* Work instruction
Your answer must be an exact copy of the records, minus any pictures.

* Given data
Segment Open

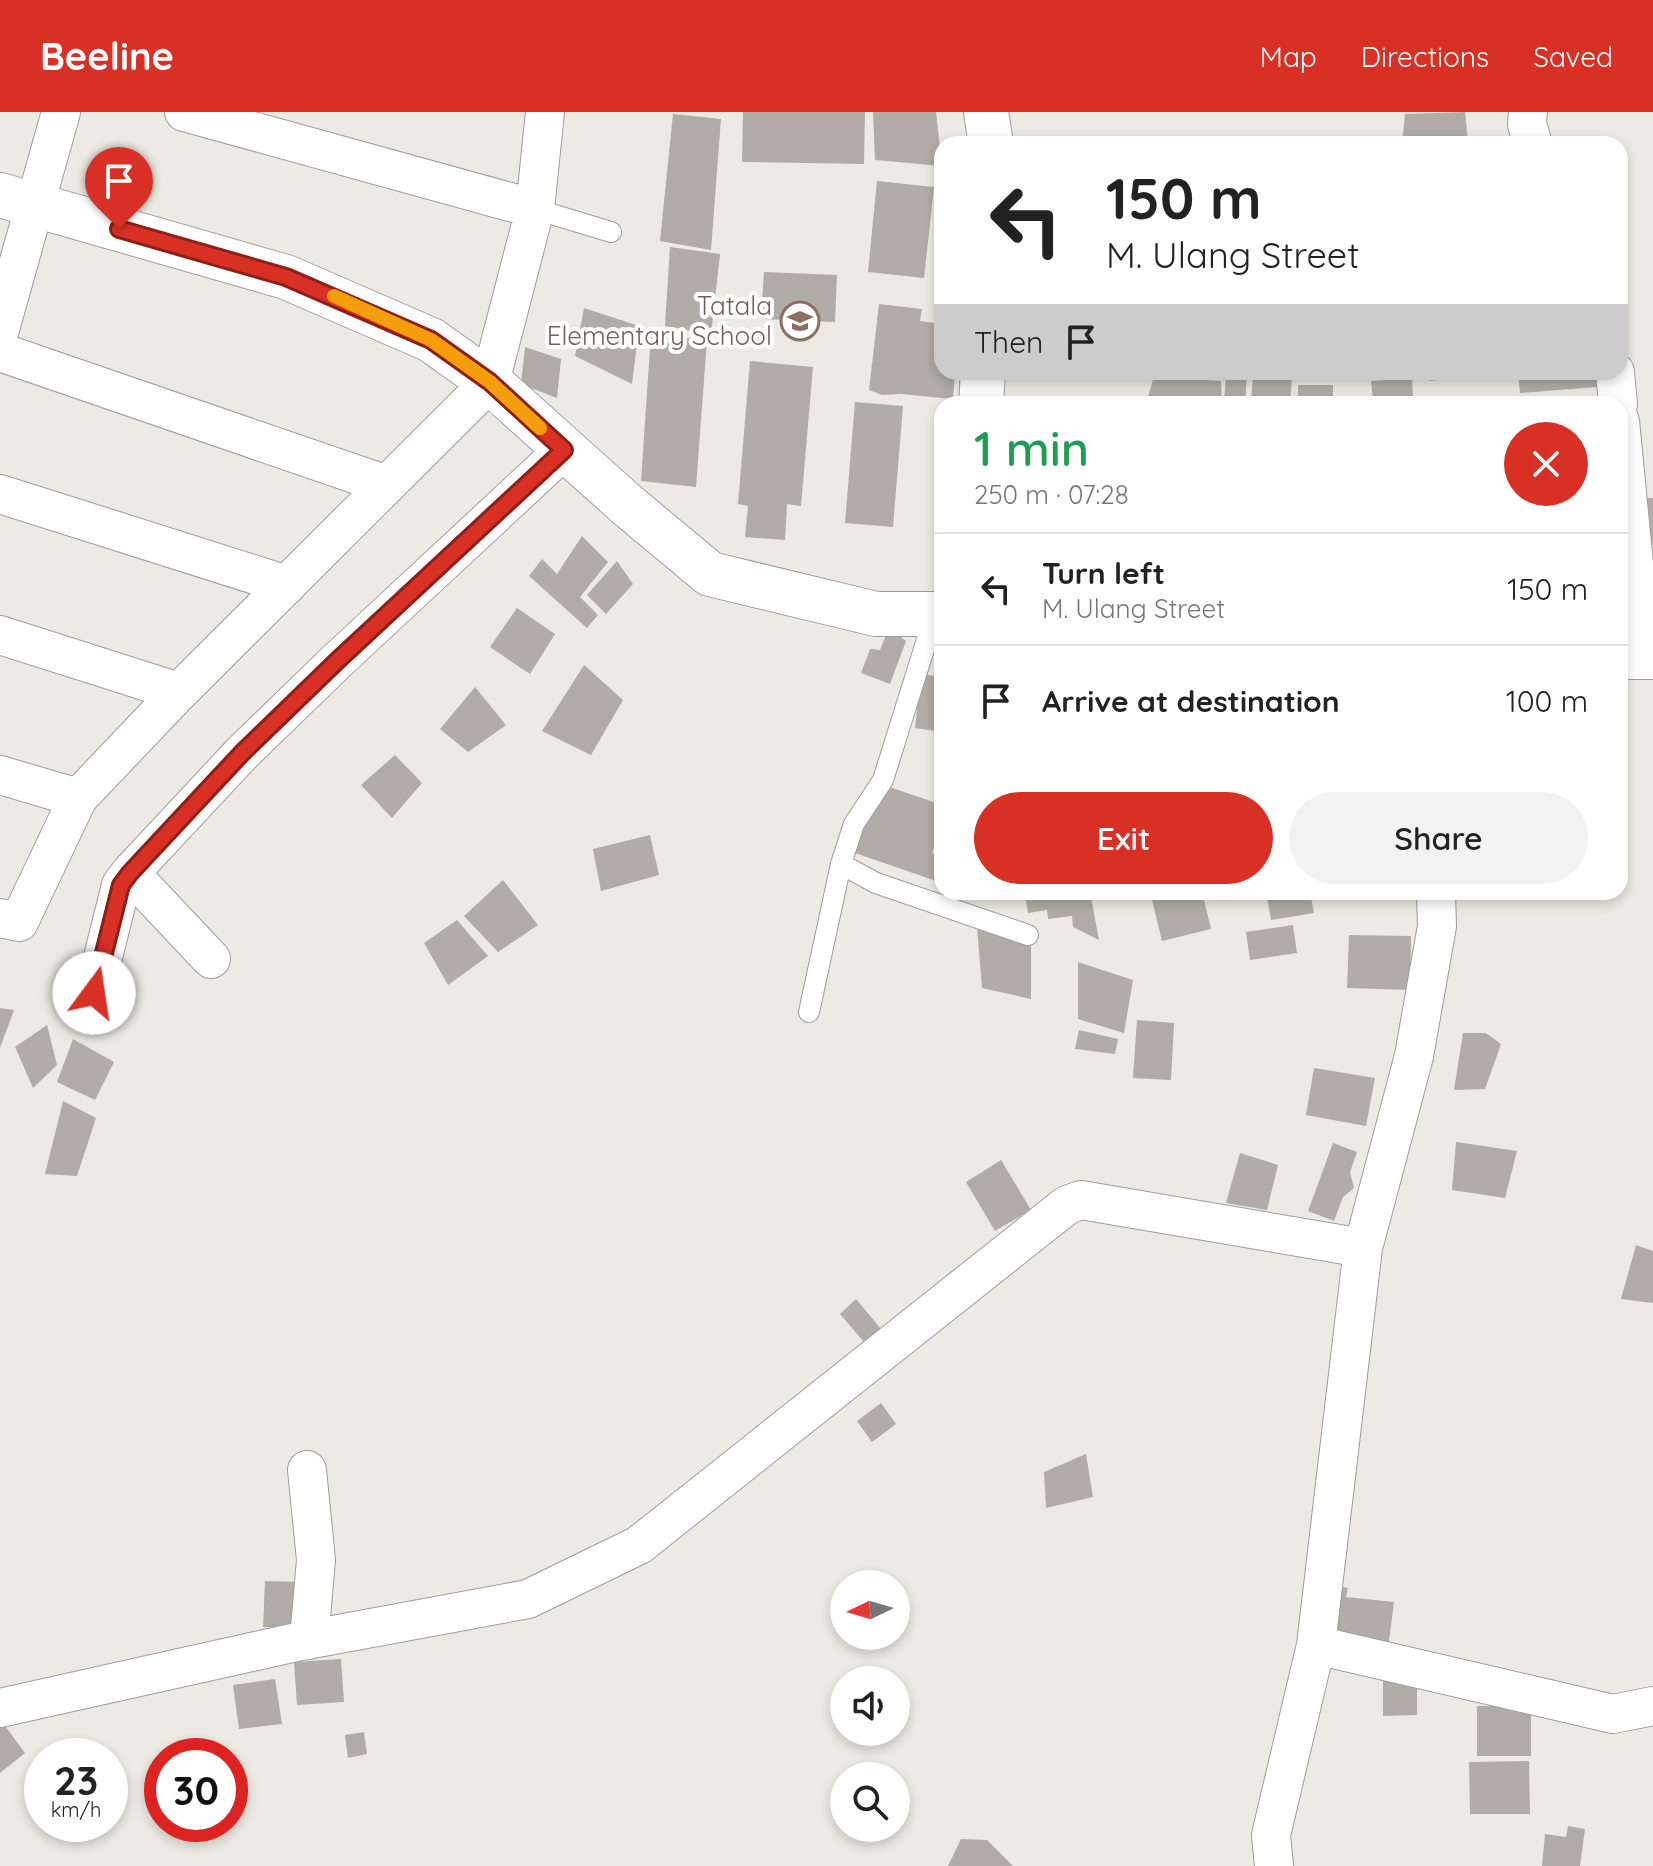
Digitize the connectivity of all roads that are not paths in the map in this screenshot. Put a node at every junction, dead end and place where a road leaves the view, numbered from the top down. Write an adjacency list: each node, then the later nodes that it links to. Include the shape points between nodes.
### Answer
1 (61, 112): 8 (street)
2 (184, 112): 9 (street)
3 (545, 112): 9 (street)
4 (986, 112): 6 (street)
5 (1528, 112): 7 (street)
6 (990, 136)
7 (1531, 136)
8 (18, 200): 11 (street); 13 (street, via 321,290 431,340)
9 (535, 209): 10 (lane); 13 (street)
10 (611, 232)
11 (0, 329)
12 (0, 352): 15 (street)
13 (490, 382): 14 (street); 15 (street)
14 (564, 450): 19 (street, via 710,574 876,614); 27 (street, via 242,753)
15 (387, 485): 18 (street)
16 (0, 494): 18 (street)
17 (1628, 520): 22 (street)
18 (287, 585): 23 (street)
19 (934, 608)
20 (934, 625): 26 (lane, via 883,780 854,824)
21 (0, 635): 23 (street)
22 (1639, 657)
23 (179, 692): 25 (street)
24 (0, 775): 25 (street)
25 (78, 798): 29 (street, via 19,922)
26 (841, 864): 30 (lane, via 876,883); 33 (lane)
27 (130, 873): 31 (street); 32 (street, via 121,885)
28 (1436, 900): 34 (street, via 1437,926 1414,1056)
29 (0, 918)
30 (1028, 935)
31 (211, 959)
32 (94, 993)
33 (809, 1012)
34 (1363, 1248): 36 (street, via 1094,1201 1067,1205 639,1545 528,1599); 37 (street)
35 (307, 1470): 36 (street, via 316,1560)
36 (309, 1640): 39 (street)
37 (1316, 1645): 38 (street, via 1613,1714); 40 (street, via 1271,1835)
38 (1653, 1706)
39 (0, 1708)
40 (1274, 1866)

Segment Closed

* Answer box
Digitize the connectivity of all roads that are not paths in the map in this screenshot. Put a node at every junction, dead end and place where a road leaves the view, numbered from the top down. Write an adjacency list: each node, then the later nodes that it links to. Include the shape points between nodes.
### Answer
1 (61, 112): 8 (street)
2 (184, 112): 9 (street)
3 (545, 112): 9 (street)
4 (986, 112): 6 (street)
5 (1528, 112): 7 (street)
6 (990, 136)
7 (1531, 136)
8 (18, 200): 11 (street); 13 (street, via 321,290 431,340)
9 (535, 209): 10 (lane); 13 (street)
10 (611, 232)
11 (0, 329)
12 (0, 352): 15 (street)
13 (490, 382): 14 (street); 15 (street)
14 (564, 450): 19 (street, via 710,574 876,614); 27 (street, via 242,753)
15 (387, 485): 18 (street)
16 (0, 494): 18 (street)
17 (1628, 520): 22 (street)
18 (287, 585): 23 (street)
19 (934, 608)
20 (934, 625): 26 (lane, via 883,780 854,824)
21 (0, 635): 23 (street)
22 (1639, 657)
23 (179, 692): 25 (street)
24 (0, 775): 25 (street)
25 (78, 798): 29 (street, via 19,922)
26 (841, 864): 30 (lane, via 876,883); 33 (lane)
27 (130, 873): 31 (street); 32 (street, via 121,885)
28 (1436, 900): 34 (street, via 1437,926 1414,1056)
29 (0, 918)
30 (1028, 935)
31 (211, 959)
32 (94, 993)
33 (809, 1012)
34 (1363, 1248): 36 (street, via 1094,1201 1067,1205 639,1545 528,1599); 37 (street)
35 (307, 1470): 36 (street, via 316,1560)
36 (309, 1640): 39 (street)
37 (1316, 1645): 38 (street, via 1613,1714); 40 (street, via 1271,1835)
38 (1653, 1706)
39 (0, 1708)
40 (1274, 1866)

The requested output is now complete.